::: Source data

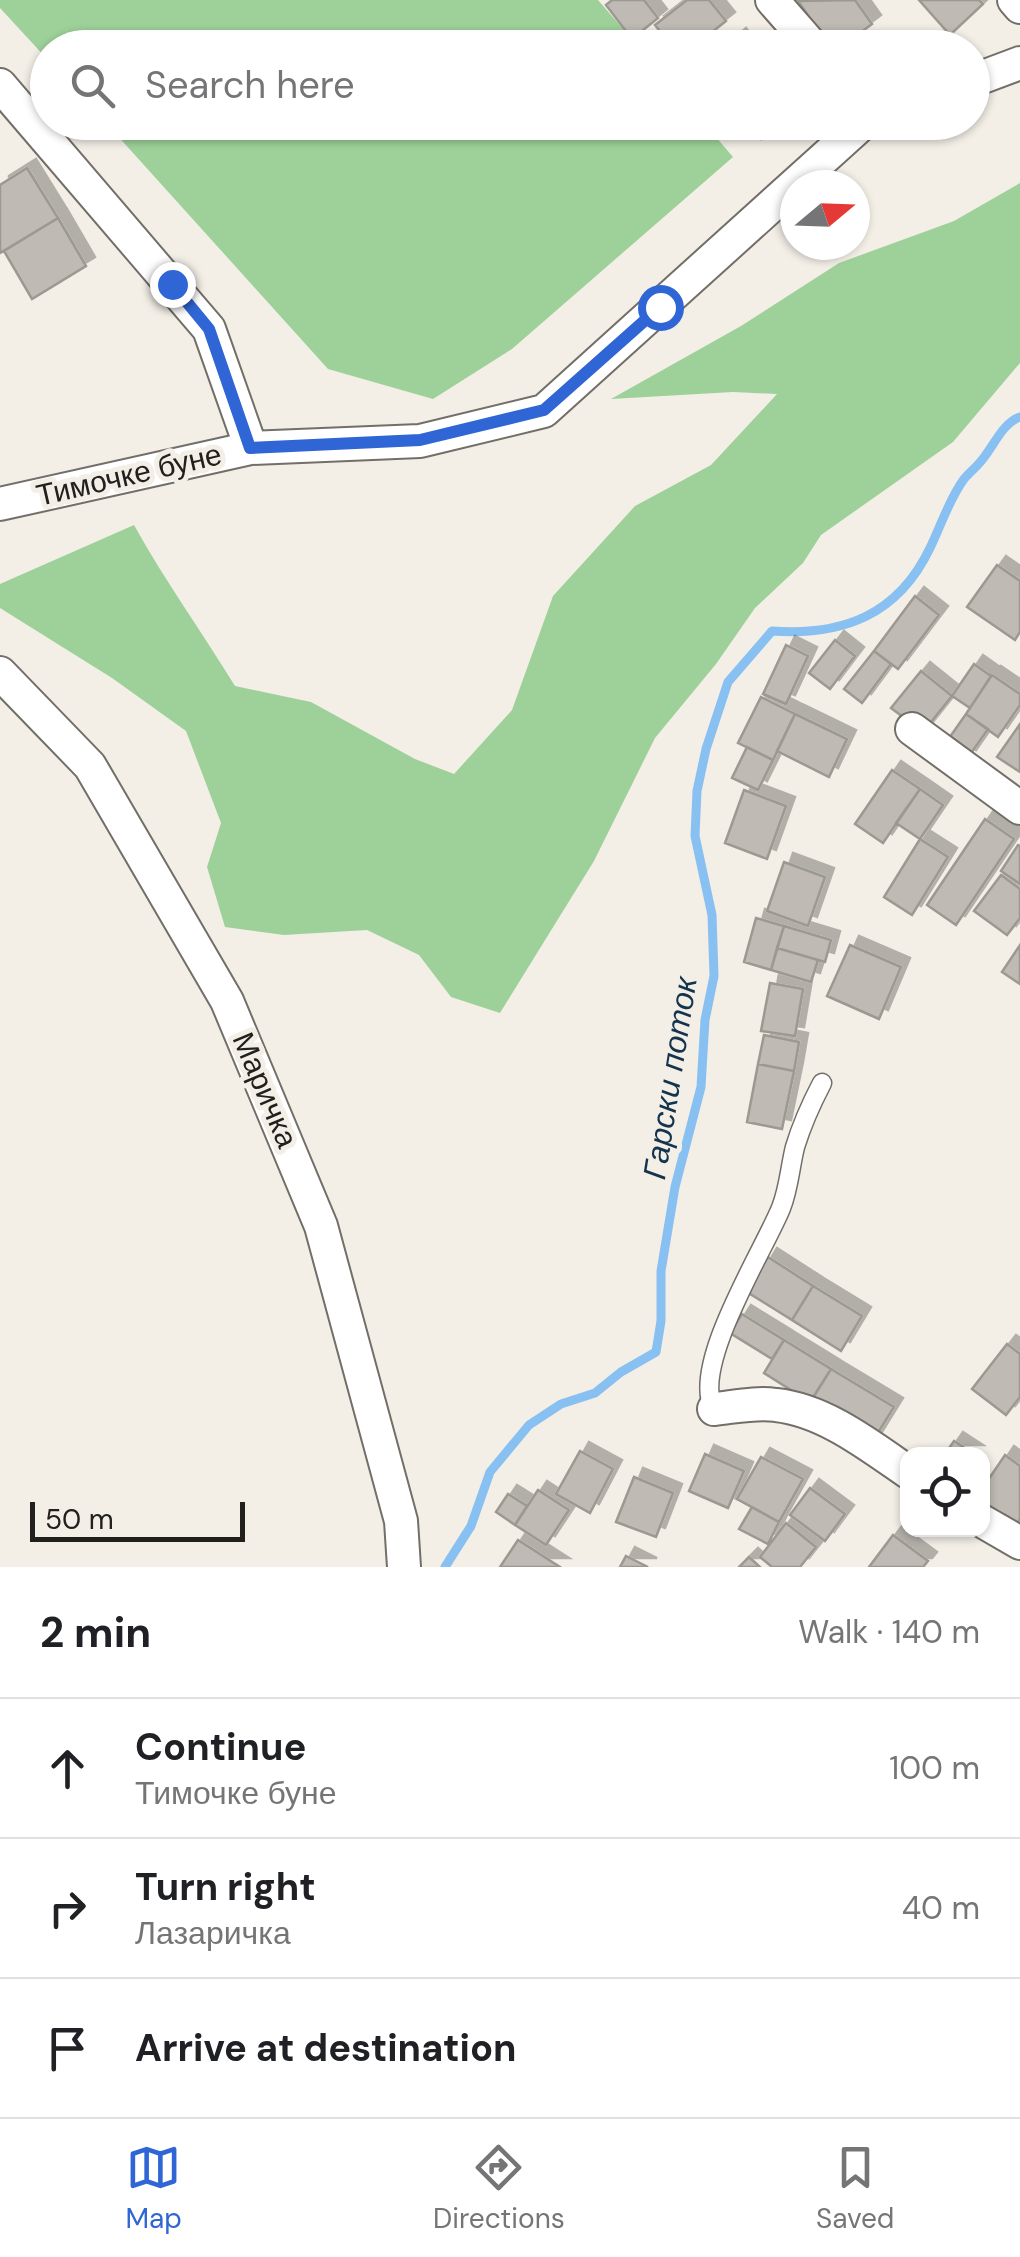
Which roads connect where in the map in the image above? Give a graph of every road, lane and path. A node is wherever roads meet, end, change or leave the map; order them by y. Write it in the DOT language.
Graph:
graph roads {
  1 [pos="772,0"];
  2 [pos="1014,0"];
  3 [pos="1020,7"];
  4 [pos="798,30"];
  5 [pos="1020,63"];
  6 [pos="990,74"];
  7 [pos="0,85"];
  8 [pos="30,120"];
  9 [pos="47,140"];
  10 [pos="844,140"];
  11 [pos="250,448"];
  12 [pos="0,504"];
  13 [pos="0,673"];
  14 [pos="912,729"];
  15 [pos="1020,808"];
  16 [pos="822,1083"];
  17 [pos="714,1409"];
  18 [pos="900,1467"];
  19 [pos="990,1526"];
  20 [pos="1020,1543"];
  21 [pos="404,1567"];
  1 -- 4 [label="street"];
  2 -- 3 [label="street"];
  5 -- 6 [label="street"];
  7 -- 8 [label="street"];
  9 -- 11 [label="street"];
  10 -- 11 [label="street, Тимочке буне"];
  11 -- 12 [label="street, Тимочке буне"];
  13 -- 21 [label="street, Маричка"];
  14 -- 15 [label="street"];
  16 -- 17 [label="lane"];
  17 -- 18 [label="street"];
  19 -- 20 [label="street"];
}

::::::
::: Source data

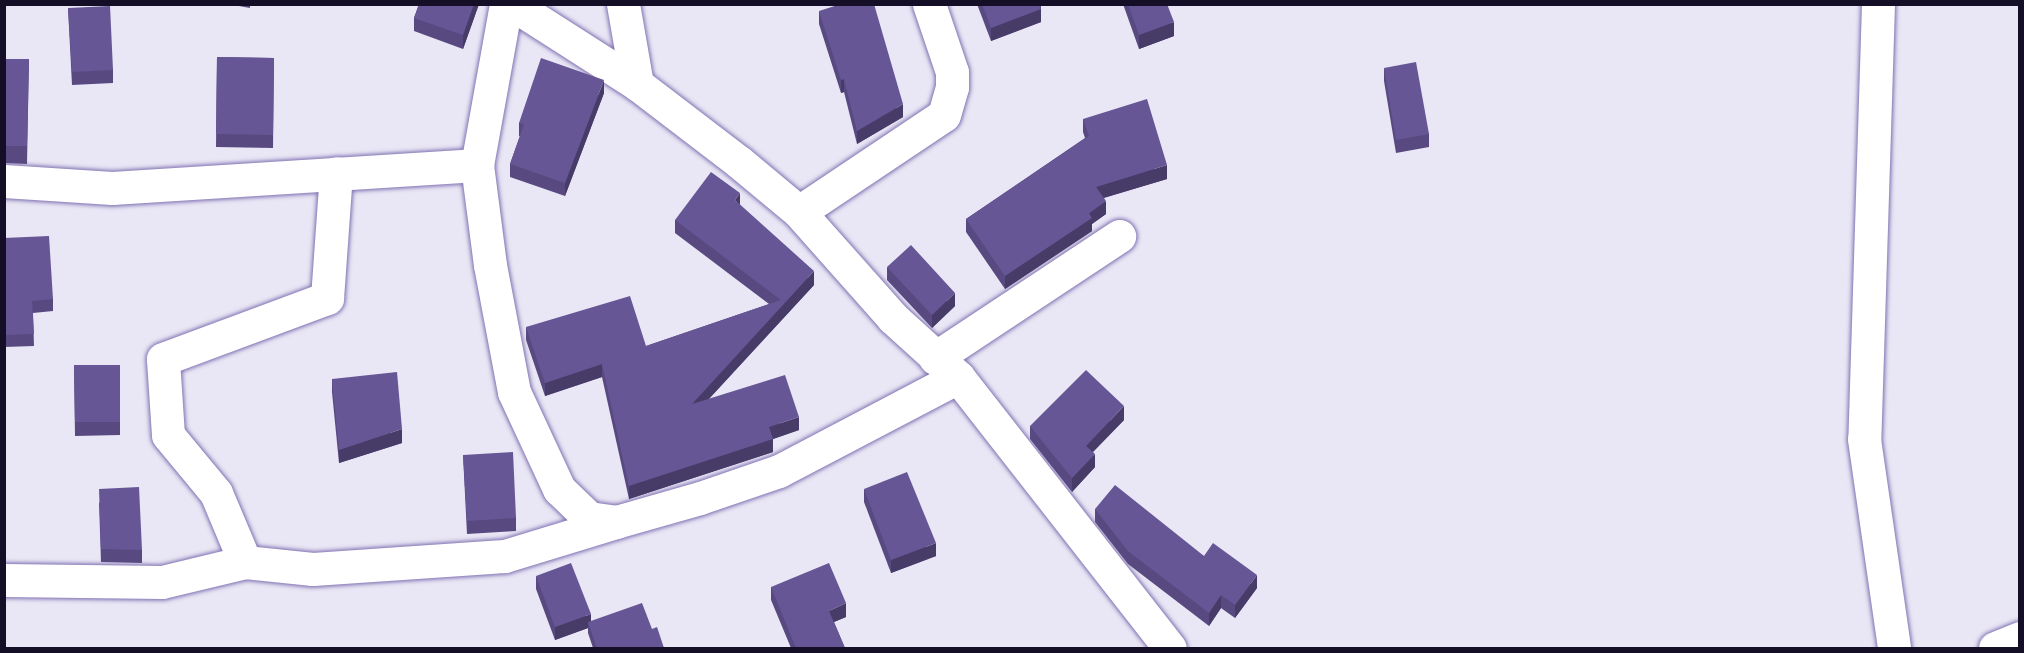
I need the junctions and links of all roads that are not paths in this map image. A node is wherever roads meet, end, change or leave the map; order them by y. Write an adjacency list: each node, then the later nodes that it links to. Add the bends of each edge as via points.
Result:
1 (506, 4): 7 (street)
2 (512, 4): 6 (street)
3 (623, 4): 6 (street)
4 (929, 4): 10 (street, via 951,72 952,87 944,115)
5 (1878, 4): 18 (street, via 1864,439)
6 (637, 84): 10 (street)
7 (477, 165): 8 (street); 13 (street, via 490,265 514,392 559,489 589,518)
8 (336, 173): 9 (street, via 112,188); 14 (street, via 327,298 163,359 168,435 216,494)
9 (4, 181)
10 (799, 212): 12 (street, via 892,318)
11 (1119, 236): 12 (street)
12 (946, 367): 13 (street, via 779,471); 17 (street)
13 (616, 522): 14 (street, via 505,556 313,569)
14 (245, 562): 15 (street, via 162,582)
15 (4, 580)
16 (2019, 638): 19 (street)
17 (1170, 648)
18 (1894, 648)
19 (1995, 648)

::::::
::: Source data

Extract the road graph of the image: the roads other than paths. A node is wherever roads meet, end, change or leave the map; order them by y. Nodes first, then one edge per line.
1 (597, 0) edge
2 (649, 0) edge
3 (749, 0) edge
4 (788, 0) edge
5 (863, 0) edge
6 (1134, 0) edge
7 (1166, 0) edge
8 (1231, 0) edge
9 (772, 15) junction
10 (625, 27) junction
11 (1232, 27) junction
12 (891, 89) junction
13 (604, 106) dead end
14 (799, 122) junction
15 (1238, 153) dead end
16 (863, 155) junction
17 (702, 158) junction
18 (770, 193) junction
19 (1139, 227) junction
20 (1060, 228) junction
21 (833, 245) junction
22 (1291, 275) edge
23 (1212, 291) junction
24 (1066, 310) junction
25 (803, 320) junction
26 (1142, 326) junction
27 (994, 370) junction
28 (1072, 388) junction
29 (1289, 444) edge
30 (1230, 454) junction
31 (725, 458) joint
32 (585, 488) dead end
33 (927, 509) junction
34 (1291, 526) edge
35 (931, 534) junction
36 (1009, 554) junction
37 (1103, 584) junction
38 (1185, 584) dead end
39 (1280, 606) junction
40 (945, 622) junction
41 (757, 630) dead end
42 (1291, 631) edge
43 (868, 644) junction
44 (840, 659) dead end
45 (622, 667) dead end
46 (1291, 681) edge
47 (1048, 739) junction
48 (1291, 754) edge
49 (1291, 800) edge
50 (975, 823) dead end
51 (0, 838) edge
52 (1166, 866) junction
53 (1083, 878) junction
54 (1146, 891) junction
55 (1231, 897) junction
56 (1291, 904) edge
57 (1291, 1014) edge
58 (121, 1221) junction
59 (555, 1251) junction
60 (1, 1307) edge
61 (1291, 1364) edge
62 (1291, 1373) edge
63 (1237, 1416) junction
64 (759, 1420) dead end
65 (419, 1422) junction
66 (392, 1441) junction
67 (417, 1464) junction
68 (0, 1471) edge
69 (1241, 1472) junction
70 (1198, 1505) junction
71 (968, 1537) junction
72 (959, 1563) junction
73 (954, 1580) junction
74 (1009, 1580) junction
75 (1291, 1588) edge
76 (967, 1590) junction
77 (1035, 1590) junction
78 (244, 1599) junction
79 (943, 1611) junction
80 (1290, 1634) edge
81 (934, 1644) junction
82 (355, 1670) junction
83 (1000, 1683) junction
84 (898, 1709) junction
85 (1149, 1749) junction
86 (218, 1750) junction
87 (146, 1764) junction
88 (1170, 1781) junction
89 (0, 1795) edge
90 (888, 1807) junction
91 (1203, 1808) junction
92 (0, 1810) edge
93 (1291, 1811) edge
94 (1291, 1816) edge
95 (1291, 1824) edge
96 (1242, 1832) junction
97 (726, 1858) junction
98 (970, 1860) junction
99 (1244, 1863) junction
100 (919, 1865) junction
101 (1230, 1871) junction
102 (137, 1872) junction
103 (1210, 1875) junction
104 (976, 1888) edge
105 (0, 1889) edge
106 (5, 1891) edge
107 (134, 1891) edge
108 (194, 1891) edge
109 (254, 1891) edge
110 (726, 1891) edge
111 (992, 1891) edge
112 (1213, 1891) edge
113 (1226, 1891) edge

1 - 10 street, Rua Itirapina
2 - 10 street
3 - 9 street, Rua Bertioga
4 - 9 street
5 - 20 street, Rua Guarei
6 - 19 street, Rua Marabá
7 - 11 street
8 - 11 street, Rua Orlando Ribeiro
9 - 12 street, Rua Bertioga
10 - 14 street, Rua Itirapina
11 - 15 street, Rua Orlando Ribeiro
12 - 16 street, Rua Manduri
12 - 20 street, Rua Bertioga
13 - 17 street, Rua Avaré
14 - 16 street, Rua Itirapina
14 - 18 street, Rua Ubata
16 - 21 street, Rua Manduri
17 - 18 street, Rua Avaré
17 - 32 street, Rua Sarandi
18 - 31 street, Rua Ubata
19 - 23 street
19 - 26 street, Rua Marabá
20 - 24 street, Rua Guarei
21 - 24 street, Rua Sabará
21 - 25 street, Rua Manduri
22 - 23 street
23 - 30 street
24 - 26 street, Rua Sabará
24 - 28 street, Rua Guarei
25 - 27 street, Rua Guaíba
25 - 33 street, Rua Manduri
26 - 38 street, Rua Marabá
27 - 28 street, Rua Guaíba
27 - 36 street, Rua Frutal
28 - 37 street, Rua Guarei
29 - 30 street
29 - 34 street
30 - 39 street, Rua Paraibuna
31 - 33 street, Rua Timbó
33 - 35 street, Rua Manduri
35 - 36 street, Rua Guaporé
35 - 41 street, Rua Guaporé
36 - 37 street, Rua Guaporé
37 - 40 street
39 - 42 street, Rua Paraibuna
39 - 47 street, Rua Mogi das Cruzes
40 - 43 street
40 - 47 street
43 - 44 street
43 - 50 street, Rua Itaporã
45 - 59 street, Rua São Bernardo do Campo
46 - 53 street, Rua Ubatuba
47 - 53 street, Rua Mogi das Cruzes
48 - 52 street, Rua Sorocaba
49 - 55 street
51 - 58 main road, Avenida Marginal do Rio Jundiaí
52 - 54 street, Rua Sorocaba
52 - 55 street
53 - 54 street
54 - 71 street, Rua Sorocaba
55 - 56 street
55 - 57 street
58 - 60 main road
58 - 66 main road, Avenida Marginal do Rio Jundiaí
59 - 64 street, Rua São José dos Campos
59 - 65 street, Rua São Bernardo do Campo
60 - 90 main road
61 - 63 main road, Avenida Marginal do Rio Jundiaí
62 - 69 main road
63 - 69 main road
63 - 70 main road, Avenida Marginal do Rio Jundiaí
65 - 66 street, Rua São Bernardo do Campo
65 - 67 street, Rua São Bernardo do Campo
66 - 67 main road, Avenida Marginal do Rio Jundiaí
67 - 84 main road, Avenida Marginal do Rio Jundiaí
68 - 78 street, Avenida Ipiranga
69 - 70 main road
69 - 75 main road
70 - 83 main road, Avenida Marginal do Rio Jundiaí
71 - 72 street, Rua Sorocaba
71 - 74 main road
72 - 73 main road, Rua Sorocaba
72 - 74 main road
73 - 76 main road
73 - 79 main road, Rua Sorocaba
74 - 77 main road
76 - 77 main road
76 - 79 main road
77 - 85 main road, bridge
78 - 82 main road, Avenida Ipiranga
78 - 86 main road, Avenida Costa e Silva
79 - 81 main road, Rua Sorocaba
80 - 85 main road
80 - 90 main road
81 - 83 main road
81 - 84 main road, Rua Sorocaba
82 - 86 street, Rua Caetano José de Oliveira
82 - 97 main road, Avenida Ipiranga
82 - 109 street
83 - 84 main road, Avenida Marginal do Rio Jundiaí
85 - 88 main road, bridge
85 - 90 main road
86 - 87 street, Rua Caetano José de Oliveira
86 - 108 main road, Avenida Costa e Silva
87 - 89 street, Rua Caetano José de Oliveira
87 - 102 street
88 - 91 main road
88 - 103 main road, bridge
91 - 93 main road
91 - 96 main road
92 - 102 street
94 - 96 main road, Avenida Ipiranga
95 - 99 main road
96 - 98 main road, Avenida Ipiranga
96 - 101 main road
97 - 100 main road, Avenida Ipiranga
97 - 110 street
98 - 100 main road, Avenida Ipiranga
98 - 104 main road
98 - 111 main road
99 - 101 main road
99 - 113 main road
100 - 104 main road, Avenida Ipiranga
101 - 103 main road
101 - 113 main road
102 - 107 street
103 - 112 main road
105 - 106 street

::::::

> [How to complete this task]:
Copy every line of the material above in which the string "Write" can be found.

> [Answer space]:
Which roads connect where in the map in the image above? Give a graph of every road, lane and path. A node is wherever roads meet, end, change or leave the map; order them by y. Write it in the DOT language.
I need the junctions and links of all roads that are not paths in this map image. A node is wherever roads meet, end, change or leave the map; order them by y. Write an adjacency list: each node, then the later nodes that it links to. Add the bends of each edge as via points.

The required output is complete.